DATASET:
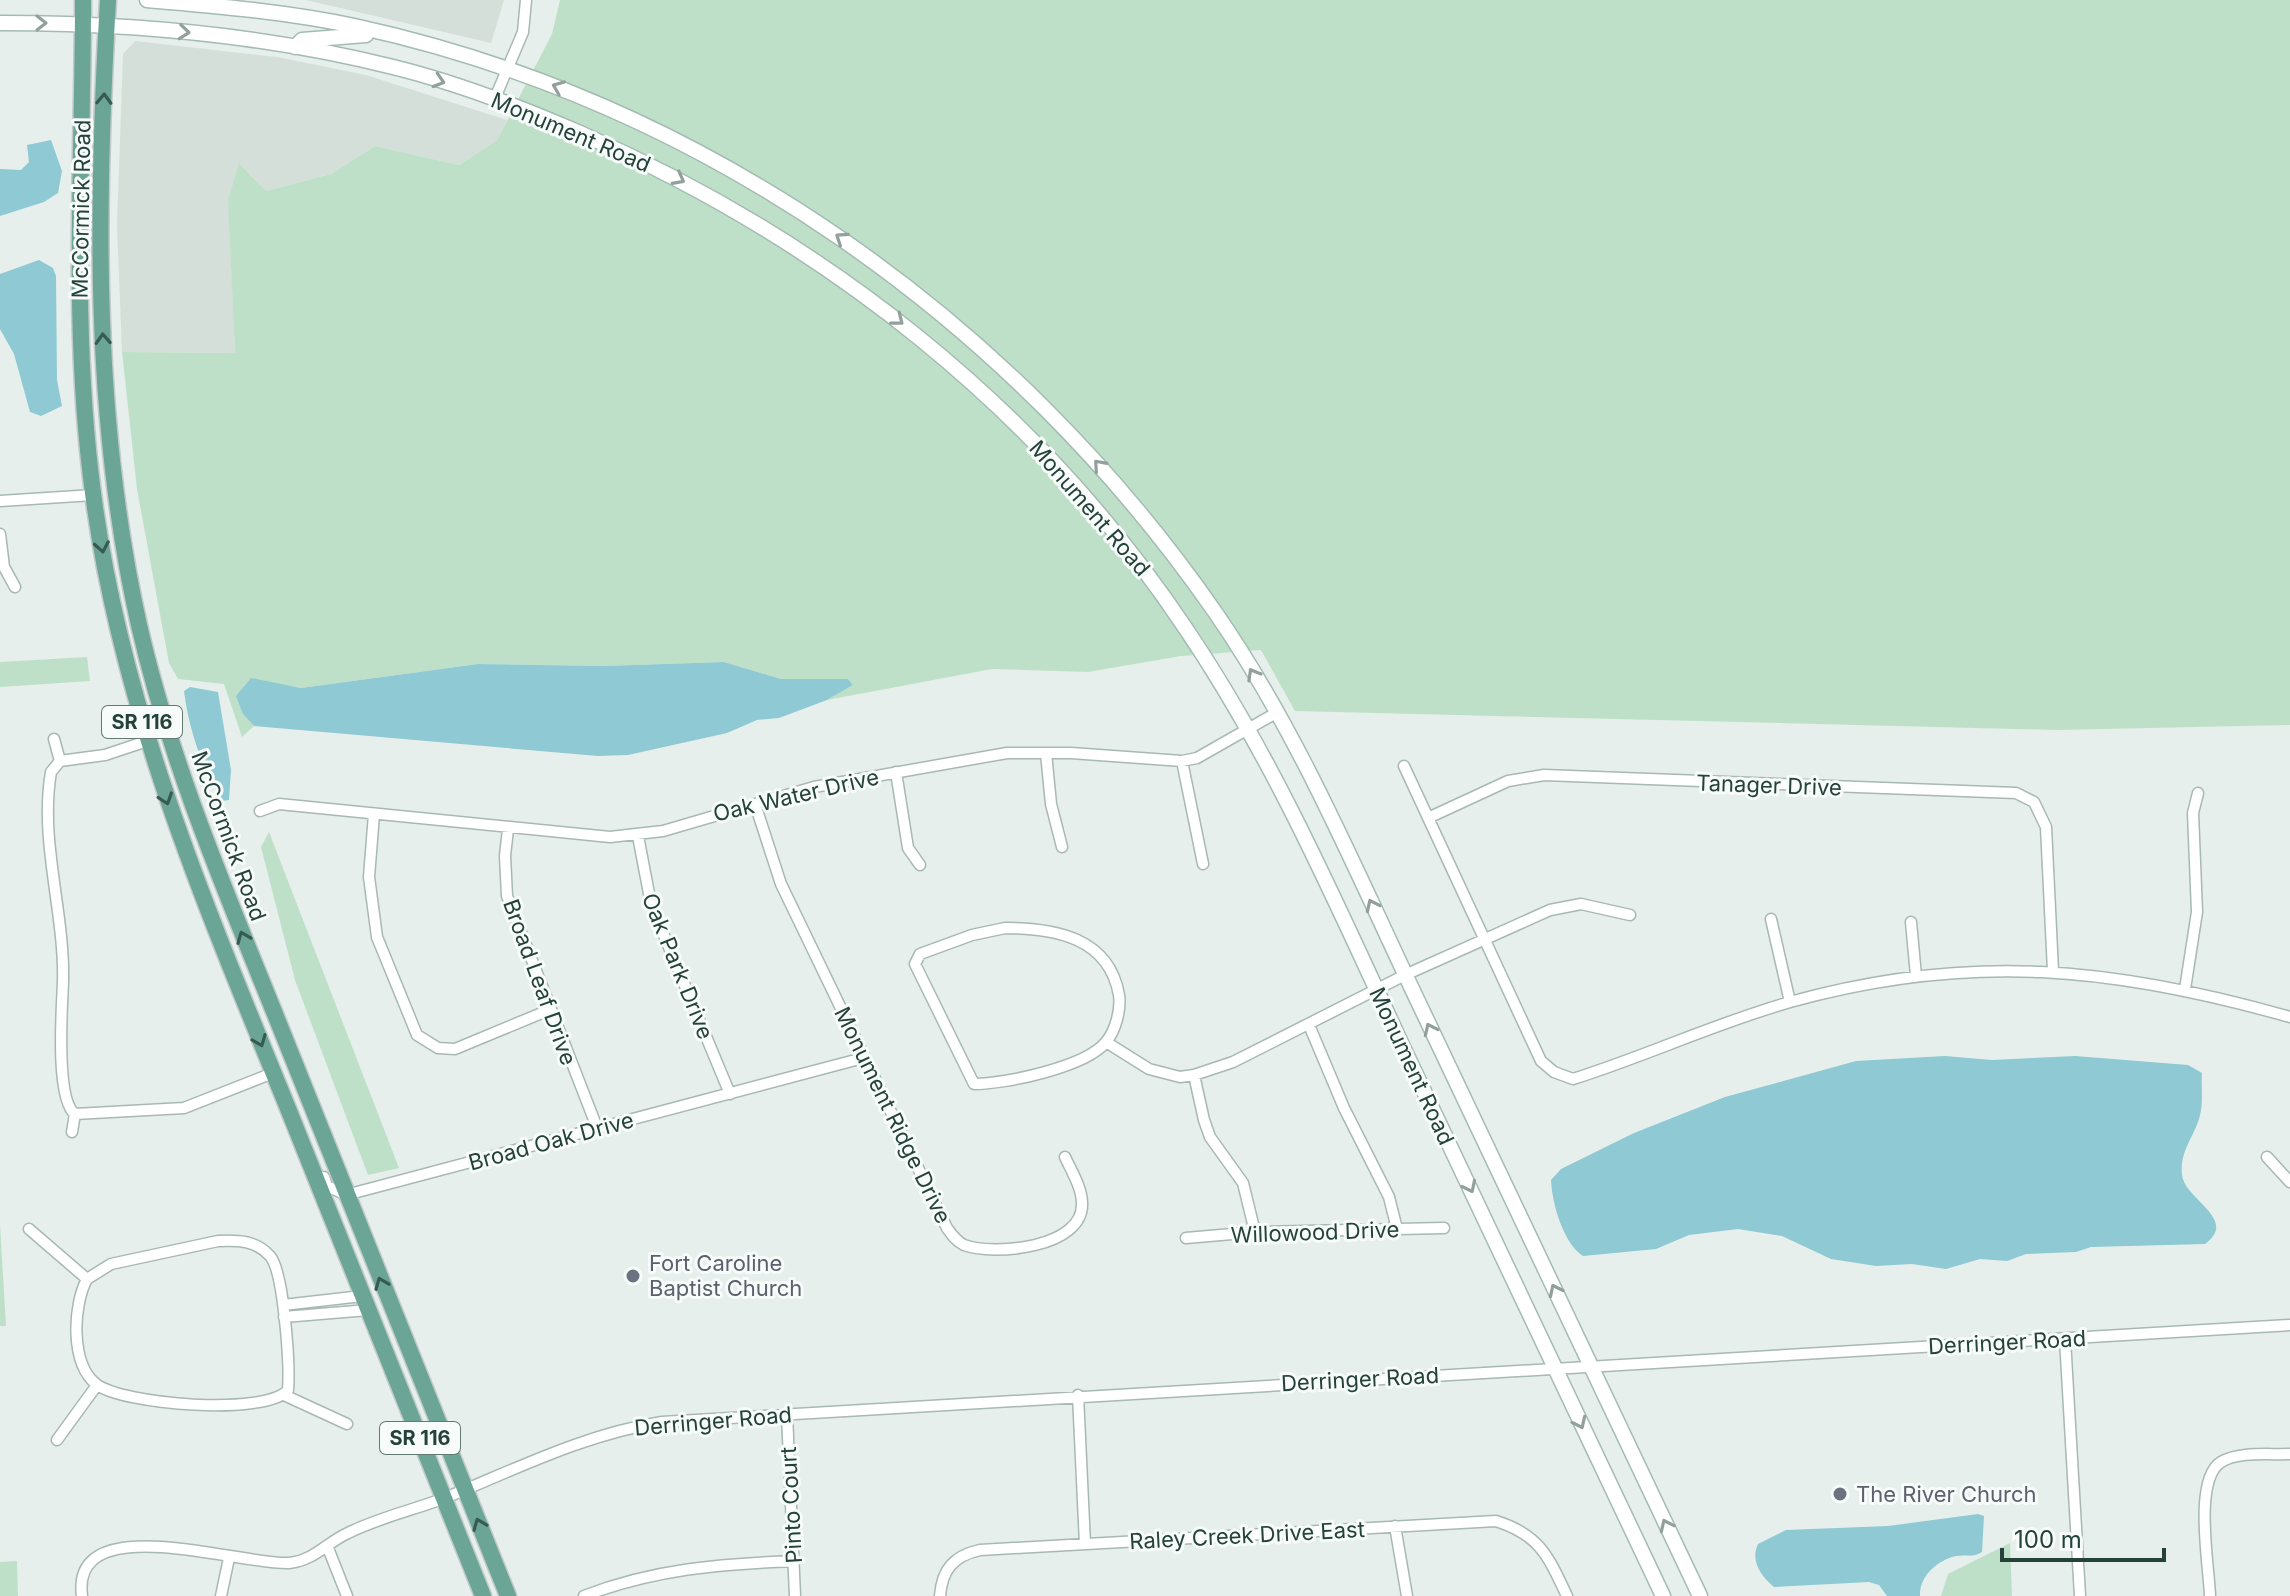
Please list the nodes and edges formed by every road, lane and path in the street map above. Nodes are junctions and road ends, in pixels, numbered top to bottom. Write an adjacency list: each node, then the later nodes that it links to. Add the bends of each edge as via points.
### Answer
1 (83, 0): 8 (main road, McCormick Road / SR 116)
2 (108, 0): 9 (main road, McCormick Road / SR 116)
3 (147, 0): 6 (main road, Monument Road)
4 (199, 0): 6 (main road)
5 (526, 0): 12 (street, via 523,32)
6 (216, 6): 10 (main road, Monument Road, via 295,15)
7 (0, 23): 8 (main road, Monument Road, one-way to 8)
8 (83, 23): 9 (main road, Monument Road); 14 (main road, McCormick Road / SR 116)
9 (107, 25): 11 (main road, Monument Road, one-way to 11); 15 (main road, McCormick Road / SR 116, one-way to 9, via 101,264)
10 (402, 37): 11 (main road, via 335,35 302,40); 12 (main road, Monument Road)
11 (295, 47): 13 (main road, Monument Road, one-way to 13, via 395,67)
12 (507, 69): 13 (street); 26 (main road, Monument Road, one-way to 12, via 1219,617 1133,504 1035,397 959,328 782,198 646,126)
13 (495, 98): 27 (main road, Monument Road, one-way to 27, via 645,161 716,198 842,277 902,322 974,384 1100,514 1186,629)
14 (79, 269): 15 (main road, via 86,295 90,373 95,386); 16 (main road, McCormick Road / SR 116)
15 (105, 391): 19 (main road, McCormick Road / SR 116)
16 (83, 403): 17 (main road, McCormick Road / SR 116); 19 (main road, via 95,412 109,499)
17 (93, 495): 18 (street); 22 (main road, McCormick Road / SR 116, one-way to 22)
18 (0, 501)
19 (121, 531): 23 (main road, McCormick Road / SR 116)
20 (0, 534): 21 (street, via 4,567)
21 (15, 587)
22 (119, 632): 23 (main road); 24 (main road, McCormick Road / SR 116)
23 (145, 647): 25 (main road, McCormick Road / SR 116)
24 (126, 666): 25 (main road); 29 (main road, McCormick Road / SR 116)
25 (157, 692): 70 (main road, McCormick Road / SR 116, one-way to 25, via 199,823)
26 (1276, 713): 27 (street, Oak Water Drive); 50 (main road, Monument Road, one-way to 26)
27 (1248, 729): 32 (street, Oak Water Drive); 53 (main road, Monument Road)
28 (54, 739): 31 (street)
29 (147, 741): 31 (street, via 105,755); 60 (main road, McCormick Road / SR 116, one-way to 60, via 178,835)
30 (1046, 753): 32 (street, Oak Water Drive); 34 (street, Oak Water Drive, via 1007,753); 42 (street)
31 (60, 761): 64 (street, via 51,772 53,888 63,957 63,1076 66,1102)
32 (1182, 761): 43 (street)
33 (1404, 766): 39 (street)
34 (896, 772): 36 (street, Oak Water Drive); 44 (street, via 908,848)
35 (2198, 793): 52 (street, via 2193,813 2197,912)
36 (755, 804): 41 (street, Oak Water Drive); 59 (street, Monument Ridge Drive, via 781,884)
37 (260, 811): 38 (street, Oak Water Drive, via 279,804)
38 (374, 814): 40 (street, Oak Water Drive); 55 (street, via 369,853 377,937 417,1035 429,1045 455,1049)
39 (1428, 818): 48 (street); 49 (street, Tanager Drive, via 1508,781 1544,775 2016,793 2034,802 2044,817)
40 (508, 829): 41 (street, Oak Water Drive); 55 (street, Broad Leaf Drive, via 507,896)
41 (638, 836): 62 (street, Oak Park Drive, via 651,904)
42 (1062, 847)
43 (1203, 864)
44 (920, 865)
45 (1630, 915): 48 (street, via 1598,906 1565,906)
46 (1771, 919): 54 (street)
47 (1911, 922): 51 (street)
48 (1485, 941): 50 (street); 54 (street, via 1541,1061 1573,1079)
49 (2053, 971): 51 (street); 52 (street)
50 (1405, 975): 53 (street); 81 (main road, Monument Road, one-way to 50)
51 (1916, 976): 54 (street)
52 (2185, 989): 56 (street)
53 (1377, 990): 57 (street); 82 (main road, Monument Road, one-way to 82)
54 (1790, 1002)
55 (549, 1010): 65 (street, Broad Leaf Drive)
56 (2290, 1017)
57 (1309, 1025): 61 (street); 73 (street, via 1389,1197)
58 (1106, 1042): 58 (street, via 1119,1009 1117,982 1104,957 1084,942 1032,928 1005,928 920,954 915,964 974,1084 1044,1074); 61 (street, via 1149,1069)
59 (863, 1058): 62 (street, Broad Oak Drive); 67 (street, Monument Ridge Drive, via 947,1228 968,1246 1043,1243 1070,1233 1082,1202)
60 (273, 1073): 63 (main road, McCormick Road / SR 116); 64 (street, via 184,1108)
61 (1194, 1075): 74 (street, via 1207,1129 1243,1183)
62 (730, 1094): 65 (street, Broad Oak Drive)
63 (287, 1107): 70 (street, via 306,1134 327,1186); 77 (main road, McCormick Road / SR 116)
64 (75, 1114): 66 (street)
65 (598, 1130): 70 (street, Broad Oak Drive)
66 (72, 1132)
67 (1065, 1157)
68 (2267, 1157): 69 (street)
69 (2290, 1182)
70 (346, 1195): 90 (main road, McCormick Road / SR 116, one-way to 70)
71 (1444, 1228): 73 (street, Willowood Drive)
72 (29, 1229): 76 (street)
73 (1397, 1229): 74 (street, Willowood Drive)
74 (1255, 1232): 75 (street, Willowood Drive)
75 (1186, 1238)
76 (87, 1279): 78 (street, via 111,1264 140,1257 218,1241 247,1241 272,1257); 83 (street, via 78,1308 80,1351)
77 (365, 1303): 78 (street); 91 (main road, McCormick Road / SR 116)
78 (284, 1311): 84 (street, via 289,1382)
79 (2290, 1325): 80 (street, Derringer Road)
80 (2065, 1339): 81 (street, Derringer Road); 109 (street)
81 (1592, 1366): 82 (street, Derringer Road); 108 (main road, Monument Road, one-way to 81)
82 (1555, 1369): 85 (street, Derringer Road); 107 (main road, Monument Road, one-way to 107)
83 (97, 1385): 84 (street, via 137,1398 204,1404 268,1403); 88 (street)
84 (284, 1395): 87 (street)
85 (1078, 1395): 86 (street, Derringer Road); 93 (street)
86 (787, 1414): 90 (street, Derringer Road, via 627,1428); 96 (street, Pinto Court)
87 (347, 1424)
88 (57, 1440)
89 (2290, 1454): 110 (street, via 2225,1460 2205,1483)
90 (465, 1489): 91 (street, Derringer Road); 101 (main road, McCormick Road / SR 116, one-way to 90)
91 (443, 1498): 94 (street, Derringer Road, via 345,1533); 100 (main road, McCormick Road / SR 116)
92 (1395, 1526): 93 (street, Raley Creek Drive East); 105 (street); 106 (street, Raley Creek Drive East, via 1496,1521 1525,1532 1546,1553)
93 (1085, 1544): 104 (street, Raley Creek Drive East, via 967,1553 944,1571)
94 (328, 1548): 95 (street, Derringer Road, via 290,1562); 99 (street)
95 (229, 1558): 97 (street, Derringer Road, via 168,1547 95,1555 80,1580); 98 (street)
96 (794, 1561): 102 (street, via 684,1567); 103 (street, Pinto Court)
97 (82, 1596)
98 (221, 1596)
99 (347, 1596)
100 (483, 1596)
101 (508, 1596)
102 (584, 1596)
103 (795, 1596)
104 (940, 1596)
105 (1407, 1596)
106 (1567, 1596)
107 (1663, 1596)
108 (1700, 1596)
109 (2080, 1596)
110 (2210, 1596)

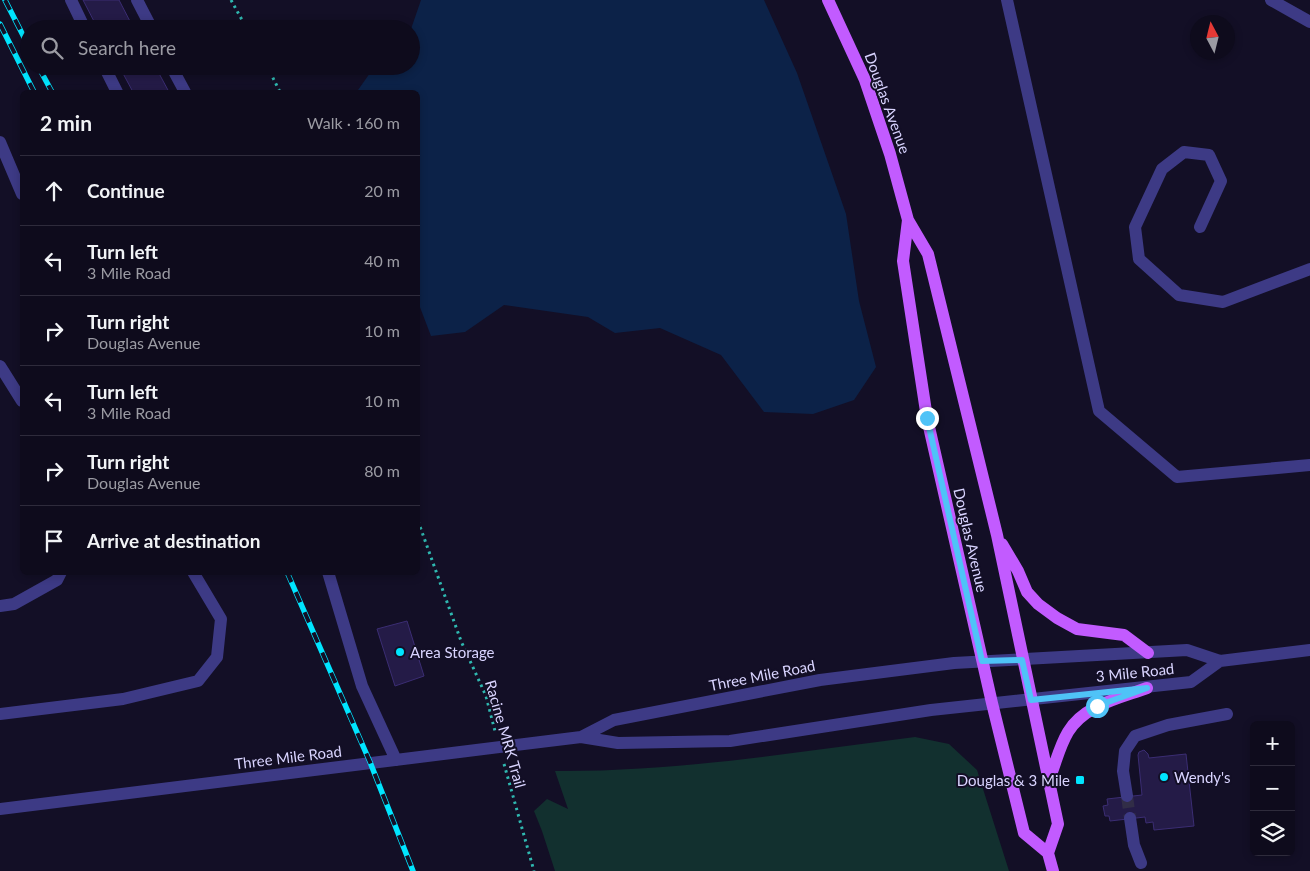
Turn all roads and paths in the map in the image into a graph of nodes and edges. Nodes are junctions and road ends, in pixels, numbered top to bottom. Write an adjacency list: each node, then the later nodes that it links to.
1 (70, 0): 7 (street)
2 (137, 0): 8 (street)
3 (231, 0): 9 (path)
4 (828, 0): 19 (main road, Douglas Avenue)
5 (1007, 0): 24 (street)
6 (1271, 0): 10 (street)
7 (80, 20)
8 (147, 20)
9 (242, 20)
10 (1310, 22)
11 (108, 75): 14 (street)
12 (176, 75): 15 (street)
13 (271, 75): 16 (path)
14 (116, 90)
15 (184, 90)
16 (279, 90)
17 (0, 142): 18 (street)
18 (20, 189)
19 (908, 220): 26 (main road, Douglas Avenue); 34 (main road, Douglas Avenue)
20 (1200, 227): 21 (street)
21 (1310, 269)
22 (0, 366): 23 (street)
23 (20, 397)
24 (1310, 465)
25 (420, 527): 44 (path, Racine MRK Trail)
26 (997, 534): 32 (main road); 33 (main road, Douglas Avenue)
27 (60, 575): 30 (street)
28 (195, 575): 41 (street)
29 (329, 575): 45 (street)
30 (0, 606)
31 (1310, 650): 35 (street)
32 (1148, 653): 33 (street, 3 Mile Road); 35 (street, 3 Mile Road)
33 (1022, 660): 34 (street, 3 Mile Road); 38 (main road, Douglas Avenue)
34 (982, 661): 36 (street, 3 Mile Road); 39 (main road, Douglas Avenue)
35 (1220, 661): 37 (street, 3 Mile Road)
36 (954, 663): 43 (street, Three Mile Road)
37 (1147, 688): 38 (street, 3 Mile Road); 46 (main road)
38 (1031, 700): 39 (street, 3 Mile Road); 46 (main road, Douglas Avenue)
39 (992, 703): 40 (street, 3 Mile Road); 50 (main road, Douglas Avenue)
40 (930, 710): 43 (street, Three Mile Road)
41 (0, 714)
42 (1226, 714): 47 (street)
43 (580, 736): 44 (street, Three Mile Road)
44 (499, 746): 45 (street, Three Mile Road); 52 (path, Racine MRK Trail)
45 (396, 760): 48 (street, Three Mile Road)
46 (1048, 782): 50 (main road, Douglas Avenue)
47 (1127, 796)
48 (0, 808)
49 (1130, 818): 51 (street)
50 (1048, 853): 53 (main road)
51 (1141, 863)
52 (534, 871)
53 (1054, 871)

TASK TO CARRY OUT: Take the line that contains "Turn all roads" and every line after it to the end of the entries above, and reproduce them exactly.

RESULT OF THE TASK:
Turn all roads and paths in the map in the image into a graph of nodes and edges. Nodes are junctions and road ends, in pixels, numbered top to bottom. Write an adjacency list: each node, then the later nodes that it links to.
1 (70, 0): 7 (street)
2 (137, 0): 8 (street)
3 (231, 0): 9 (path)
4 (828, 0): 19 (main road, Douglas Avenue)
5 (1007, 0): 24 (street)
6 (1271, 0): 10 (street)
7 (80, 20)
8 (147, 20)
9 (242, 20)
10 (1310, 22)
11 (108, 75): 14 (street)
12 (176, 75): 15 (street)
13 (271, 75): 16 (path)
14 (116, 90)
15 (184, 90)
16 (279, 90)
17 (0, 142): 18 (street)
18 (20, 189)
19 (908, 220): 26 (main road, Douglas Avenue); 34 (main road, Douglas Avenue)
20 (1200, 227): 21 (street)
21 (1310, 269)
22 (0, 366): 23 (street)
23 (20, 397)
24 (1310, 465)
25 (420, 527): 44 (path, Racine MRK Trail)
26 (997, 534): 32 (main road); 33 (main road, Douglas Avenue)
27 (60, 575): 30 (street)
28 (195, 575): 41 (street)
29 (329, 575): 45 (street)
30 (0, 606)
31 (1310, 650): 35 (street)
32 (1148, 653): 33 (street, 3 Mile Road); 35 (street, 3 Mile Road)
33 (1022, 660): 34 (street, 3 Mile Road); 38 (main road, Douglas Avenue)
34 (982, 661): 36 (street, 3 Mile Road); 39 (main road, Douglas Avenue)
35 (1220, 661): 37 (street, 3 Mile Road)
36 (954, 663): 43 (street, Three Mile Road)
37 (1147, 688): 38 (street, 3 Mile Road); 46 (main road)
38 (1031, 700): 39 (street, 3 Mile Road); 46 (main road, Douglas Avenue)
39 (992, 703): 40 (street, 3 Mile Road); 50 (main road, Douglas Avenue)
40 (930, 710): 43 (street, Three Mile Road)
41 (0, 714)
42 (1226, 714): 47 (street)
43 (580, 736): 44 (street, Three Mile Road)
44 (499, 746): 45 (street, Three Mile Road); 52 (path, Racine MRK Trail)
45 (396, 760): 48 (street, Three Mile Road)
46 (1048, 782): 50 (main road, Douglas Avenue)
47 (1127, 796)
48 (0, 808)
49 (1130, 818): 51 (street)
50 (1048, 853): 53 (main road)
51 (1141, 863)
52 (534, 871)
53 (1054, 871)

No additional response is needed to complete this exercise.